Saved data entries:
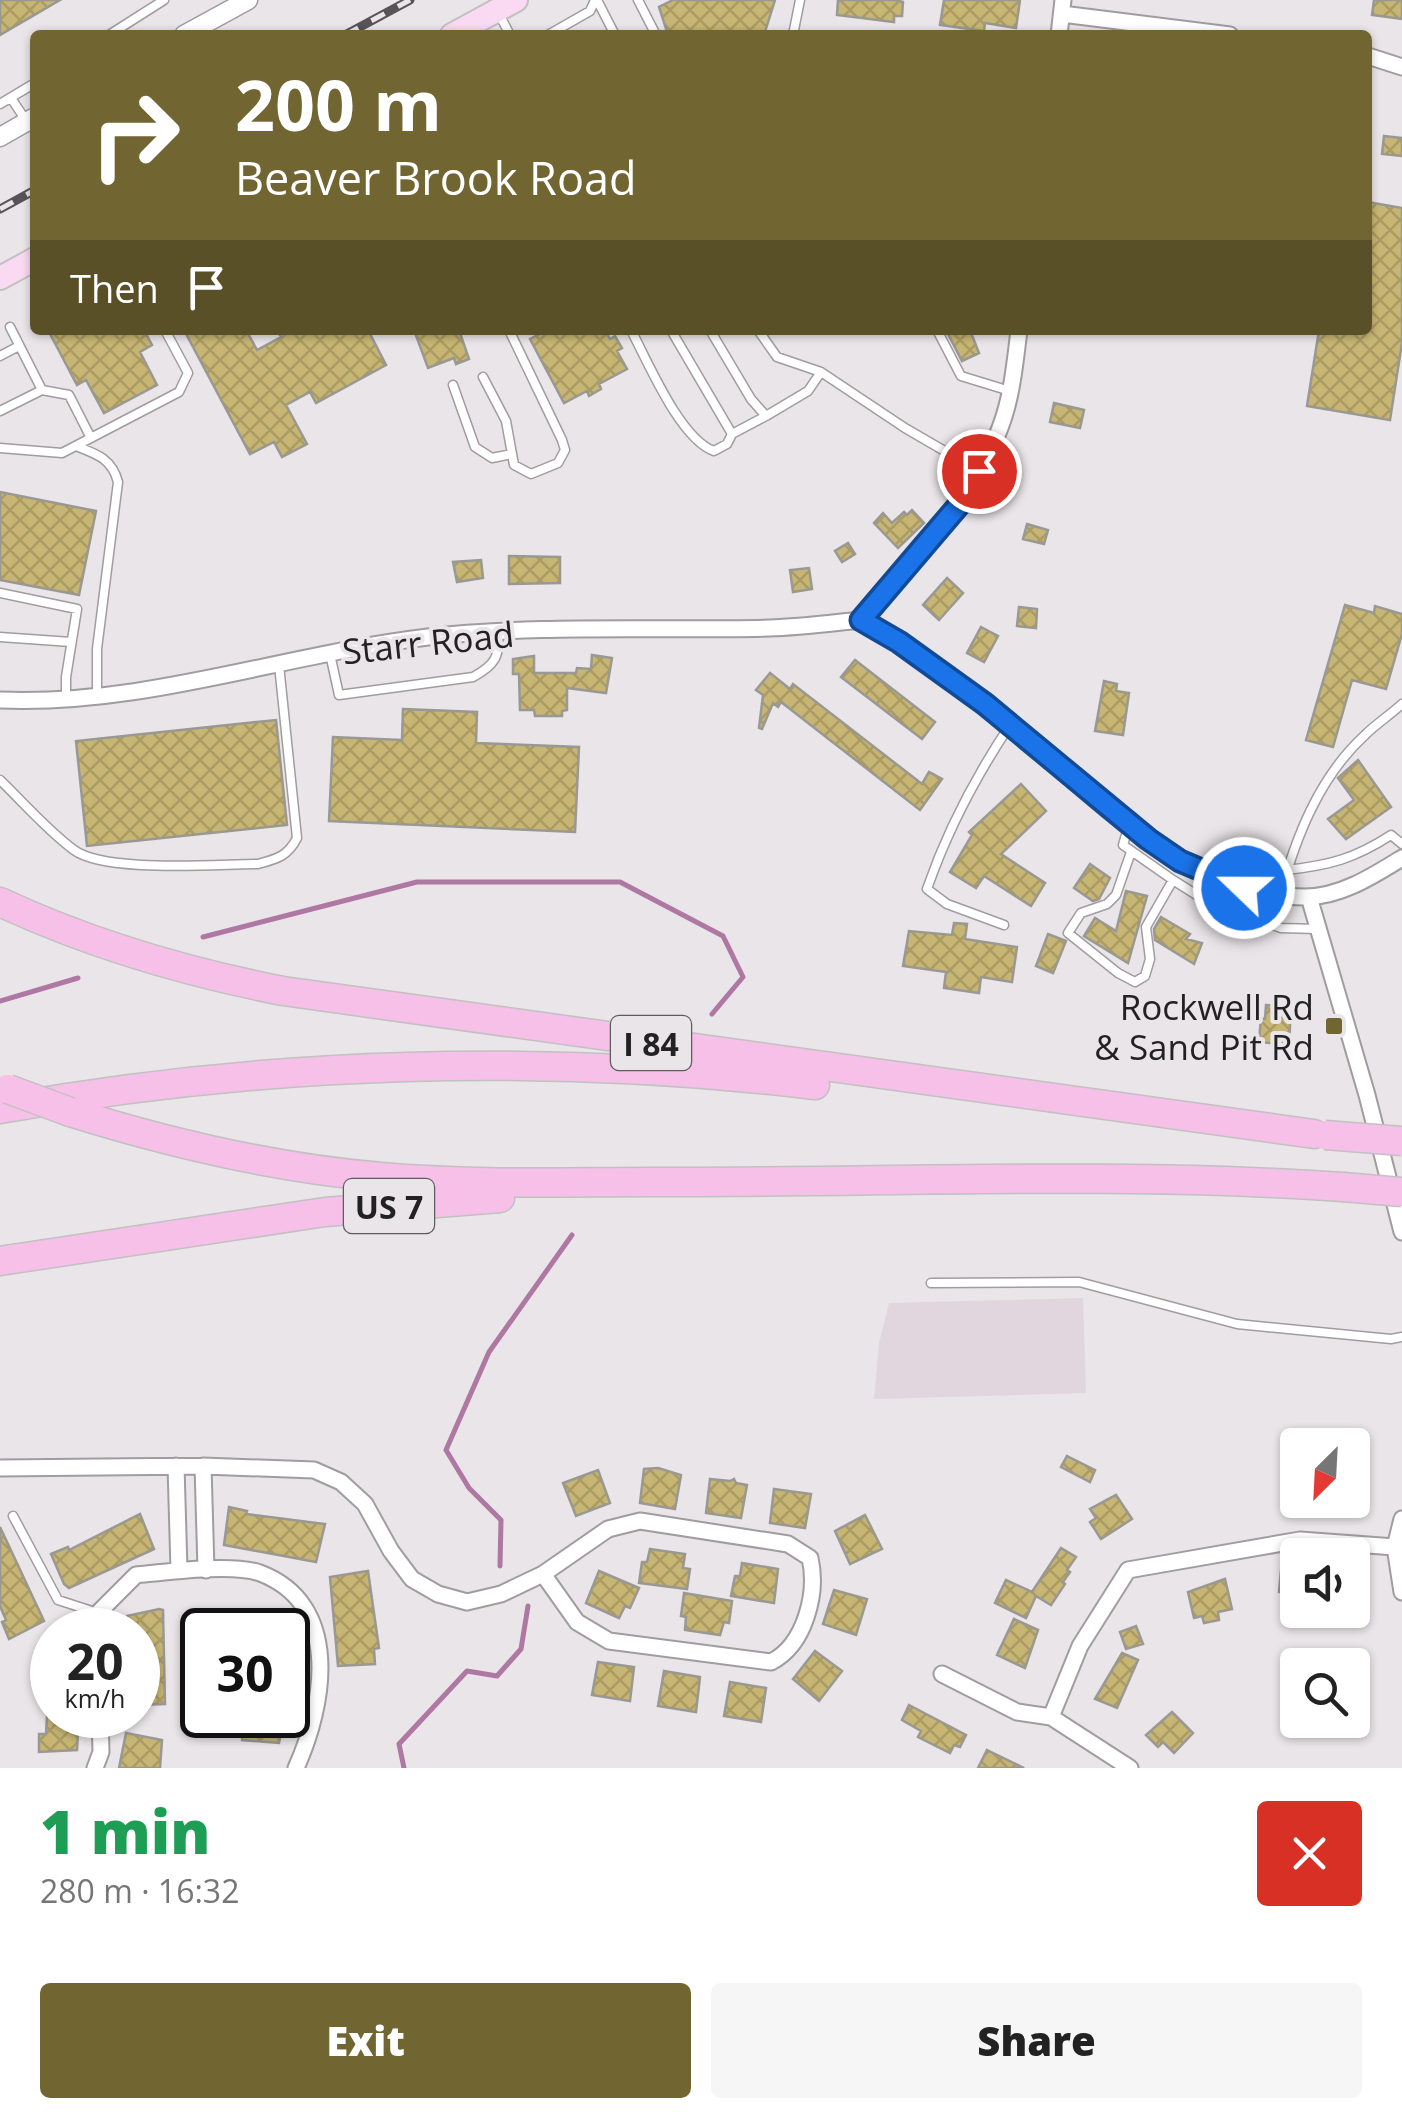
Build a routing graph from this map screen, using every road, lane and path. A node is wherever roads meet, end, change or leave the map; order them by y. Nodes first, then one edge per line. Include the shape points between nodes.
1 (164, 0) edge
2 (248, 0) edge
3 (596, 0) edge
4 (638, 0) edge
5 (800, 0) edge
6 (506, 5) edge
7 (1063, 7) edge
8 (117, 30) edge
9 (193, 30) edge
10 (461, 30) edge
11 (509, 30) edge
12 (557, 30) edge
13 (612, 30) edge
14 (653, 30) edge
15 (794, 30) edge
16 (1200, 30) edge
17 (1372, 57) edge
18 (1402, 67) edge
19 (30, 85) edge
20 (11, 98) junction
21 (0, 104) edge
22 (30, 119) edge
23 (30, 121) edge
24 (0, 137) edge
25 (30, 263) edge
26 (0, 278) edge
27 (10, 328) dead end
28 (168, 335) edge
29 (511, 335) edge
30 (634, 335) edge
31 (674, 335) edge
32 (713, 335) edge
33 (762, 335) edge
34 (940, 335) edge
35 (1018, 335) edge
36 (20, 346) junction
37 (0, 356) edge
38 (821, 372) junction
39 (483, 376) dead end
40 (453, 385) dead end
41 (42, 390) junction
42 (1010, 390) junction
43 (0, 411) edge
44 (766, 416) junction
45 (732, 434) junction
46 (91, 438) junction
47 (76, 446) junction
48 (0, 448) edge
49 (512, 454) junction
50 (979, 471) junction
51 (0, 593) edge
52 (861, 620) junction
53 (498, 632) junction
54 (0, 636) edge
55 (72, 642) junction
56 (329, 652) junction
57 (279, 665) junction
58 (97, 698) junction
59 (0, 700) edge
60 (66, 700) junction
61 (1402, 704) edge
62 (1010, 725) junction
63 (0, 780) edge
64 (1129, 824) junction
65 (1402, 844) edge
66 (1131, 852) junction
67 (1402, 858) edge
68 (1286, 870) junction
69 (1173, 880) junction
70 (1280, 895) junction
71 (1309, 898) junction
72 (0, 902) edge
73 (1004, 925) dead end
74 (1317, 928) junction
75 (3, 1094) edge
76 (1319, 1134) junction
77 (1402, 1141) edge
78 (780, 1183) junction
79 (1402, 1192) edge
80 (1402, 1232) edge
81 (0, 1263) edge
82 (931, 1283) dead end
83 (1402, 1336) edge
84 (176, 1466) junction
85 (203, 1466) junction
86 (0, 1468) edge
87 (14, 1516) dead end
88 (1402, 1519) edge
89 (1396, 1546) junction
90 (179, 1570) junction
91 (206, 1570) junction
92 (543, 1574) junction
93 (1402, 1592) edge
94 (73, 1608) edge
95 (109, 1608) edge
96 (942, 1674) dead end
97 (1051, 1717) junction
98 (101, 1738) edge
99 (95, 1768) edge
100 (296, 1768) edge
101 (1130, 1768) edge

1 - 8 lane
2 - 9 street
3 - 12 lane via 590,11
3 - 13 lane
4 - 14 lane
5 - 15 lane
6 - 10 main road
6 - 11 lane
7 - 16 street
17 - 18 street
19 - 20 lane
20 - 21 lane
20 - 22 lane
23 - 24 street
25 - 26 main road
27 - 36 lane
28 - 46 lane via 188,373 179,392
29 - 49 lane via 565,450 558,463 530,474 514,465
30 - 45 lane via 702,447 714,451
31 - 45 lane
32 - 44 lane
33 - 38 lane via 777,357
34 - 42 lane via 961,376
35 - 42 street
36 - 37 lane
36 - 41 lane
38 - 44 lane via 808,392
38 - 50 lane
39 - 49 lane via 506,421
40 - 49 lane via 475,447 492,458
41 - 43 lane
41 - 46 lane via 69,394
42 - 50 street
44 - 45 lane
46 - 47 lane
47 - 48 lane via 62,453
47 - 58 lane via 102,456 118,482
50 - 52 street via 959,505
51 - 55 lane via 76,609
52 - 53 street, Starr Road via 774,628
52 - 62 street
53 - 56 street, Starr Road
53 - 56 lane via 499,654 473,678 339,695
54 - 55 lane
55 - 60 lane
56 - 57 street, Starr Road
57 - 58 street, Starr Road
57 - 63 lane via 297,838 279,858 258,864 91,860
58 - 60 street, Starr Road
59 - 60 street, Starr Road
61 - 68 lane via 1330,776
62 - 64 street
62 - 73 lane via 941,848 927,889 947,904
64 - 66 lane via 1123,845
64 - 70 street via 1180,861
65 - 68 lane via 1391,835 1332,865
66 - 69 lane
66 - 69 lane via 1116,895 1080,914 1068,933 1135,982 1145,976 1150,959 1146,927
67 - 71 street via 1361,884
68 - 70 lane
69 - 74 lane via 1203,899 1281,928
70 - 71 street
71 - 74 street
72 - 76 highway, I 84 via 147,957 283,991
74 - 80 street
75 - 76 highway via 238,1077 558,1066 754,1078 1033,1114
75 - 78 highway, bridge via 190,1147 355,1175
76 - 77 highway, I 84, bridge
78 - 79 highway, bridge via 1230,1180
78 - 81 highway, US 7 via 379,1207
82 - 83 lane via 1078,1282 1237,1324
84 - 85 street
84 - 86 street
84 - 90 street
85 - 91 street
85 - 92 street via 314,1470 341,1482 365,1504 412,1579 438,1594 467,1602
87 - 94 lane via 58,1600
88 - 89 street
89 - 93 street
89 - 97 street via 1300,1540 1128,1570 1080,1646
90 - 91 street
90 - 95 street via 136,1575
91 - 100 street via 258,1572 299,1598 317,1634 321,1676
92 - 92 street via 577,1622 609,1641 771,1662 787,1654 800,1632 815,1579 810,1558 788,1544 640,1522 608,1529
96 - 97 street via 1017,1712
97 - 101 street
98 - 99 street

...

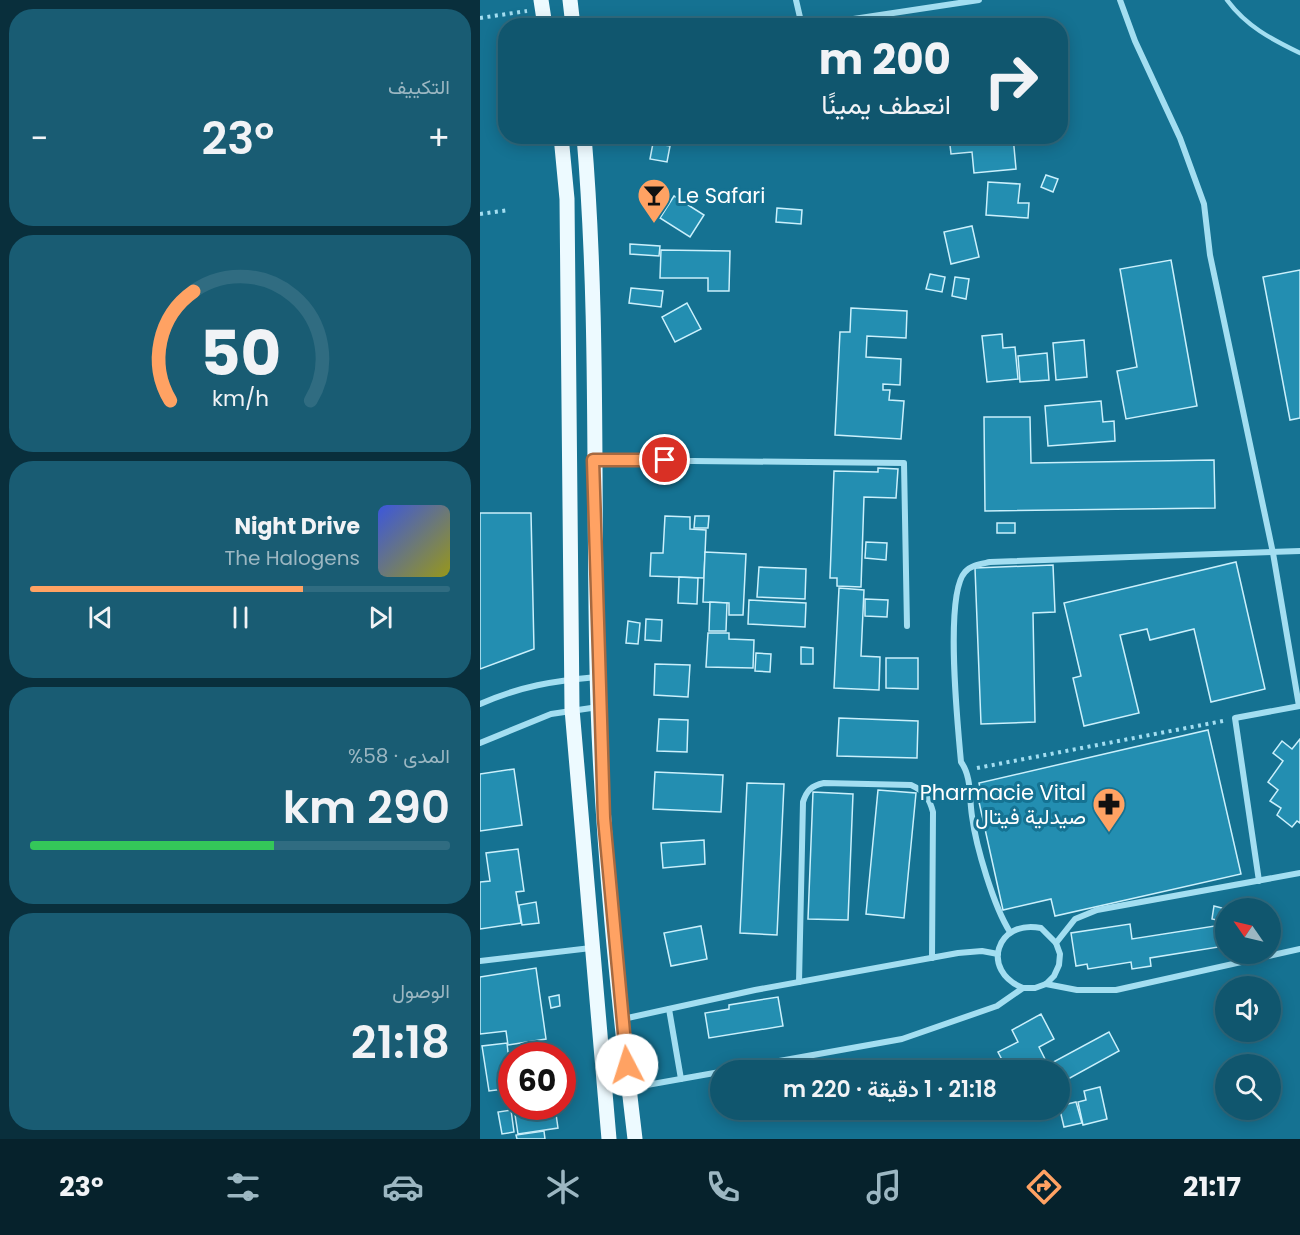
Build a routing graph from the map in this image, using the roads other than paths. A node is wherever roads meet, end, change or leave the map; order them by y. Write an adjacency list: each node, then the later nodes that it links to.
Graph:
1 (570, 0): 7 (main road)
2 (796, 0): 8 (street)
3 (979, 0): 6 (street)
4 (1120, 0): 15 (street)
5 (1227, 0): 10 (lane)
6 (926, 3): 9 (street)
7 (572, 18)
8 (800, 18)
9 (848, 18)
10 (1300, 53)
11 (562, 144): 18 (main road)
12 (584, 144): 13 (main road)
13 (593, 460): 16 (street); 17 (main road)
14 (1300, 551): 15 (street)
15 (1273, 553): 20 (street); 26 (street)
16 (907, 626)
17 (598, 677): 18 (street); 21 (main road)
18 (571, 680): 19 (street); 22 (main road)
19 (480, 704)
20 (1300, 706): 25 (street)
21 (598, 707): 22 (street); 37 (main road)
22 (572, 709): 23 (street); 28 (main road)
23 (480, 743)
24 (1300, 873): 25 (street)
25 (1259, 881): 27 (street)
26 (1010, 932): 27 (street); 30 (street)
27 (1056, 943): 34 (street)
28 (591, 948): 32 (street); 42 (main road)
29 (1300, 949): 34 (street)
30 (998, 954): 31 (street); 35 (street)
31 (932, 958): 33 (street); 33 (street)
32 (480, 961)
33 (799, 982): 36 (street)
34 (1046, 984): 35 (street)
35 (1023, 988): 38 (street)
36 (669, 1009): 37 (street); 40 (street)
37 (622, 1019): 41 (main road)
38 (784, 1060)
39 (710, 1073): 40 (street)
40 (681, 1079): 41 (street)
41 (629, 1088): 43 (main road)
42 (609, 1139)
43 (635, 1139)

* * *

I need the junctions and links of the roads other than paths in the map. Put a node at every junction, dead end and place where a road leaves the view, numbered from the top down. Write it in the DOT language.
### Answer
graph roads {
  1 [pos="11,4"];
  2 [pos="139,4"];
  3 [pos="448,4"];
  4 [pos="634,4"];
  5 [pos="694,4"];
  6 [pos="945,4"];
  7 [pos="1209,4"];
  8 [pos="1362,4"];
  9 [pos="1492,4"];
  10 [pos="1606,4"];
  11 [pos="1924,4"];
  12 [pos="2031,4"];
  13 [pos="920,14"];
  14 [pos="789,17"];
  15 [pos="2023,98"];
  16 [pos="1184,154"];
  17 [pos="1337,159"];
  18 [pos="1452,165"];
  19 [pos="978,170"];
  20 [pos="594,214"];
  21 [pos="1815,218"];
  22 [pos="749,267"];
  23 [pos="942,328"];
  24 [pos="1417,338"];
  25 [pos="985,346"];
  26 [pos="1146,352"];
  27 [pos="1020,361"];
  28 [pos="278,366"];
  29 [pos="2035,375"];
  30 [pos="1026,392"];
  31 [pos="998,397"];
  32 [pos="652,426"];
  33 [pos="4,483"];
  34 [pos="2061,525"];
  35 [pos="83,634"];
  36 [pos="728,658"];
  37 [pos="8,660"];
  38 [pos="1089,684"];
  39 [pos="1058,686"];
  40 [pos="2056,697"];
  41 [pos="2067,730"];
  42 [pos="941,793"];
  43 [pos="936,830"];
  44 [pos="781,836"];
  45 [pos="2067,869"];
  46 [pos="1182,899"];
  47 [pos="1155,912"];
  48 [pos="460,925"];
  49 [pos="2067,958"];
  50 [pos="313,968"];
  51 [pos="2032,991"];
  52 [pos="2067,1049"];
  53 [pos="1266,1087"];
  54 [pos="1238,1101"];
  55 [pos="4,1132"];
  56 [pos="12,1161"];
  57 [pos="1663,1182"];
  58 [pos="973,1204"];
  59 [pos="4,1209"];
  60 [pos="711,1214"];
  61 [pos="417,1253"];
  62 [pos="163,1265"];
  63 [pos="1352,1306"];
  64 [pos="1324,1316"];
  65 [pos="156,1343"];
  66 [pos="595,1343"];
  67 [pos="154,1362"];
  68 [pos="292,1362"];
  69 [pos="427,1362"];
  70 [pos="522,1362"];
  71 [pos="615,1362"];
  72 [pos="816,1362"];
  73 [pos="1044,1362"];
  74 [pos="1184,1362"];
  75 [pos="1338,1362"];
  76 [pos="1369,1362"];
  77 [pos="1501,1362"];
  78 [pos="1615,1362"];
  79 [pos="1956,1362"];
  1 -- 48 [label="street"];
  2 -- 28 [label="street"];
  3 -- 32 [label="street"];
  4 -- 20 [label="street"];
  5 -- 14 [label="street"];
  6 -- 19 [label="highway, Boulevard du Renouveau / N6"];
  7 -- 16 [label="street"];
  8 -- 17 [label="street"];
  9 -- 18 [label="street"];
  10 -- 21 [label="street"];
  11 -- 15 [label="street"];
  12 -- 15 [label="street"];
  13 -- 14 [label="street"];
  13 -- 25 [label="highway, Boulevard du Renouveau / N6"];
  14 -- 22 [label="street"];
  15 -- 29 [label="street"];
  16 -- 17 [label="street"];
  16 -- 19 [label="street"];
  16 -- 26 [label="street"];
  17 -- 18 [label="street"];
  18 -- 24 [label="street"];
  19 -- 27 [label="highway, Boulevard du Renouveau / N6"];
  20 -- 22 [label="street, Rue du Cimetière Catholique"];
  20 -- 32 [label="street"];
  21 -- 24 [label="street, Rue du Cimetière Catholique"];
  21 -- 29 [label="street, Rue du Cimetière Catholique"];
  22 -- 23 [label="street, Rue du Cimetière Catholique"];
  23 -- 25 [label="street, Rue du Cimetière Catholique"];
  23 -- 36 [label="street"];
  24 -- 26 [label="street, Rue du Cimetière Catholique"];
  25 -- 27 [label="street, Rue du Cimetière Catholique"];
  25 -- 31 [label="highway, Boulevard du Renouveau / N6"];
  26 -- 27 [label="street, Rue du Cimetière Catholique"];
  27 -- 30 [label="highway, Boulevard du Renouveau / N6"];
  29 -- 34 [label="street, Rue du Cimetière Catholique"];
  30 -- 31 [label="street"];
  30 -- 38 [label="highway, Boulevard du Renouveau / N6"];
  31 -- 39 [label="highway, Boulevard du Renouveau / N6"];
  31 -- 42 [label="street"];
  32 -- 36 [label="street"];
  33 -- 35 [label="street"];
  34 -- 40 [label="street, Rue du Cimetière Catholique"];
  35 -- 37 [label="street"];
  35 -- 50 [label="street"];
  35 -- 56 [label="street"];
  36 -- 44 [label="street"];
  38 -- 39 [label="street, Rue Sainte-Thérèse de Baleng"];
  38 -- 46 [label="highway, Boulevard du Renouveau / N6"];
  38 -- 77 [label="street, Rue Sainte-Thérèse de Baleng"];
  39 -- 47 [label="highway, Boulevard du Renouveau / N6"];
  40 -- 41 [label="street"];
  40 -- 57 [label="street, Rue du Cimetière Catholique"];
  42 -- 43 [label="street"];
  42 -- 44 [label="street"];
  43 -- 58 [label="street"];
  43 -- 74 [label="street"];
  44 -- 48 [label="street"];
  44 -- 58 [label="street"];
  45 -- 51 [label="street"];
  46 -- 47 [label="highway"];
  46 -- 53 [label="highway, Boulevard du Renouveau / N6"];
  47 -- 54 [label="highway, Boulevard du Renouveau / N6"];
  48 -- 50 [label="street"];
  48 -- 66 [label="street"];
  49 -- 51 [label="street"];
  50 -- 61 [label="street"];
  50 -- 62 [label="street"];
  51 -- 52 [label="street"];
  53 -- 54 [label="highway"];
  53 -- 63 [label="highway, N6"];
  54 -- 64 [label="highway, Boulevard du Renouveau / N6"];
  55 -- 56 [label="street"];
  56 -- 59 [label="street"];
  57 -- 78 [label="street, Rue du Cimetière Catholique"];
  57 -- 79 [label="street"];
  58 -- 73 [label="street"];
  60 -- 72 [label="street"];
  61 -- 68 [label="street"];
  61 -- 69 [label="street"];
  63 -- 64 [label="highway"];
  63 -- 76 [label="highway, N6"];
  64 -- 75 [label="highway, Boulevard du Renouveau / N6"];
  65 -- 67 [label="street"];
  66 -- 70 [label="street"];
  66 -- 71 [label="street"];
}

# Aim of the exercise
Within the records above, each line containing "Write" is to be returned.

# Output of the task
Build a routing graph from the map in this image, using the roads other than paths. A node is wherever roads meet, end, change or leave the map; order them by y. Write an adjacency list: each node, then the later nodes that it links to.
I need the junctions and links of the roads other than paths in the map. Put a node at every junction, dead end and place where a road leaves the view, numbered from the top down. Write it in the DOT language.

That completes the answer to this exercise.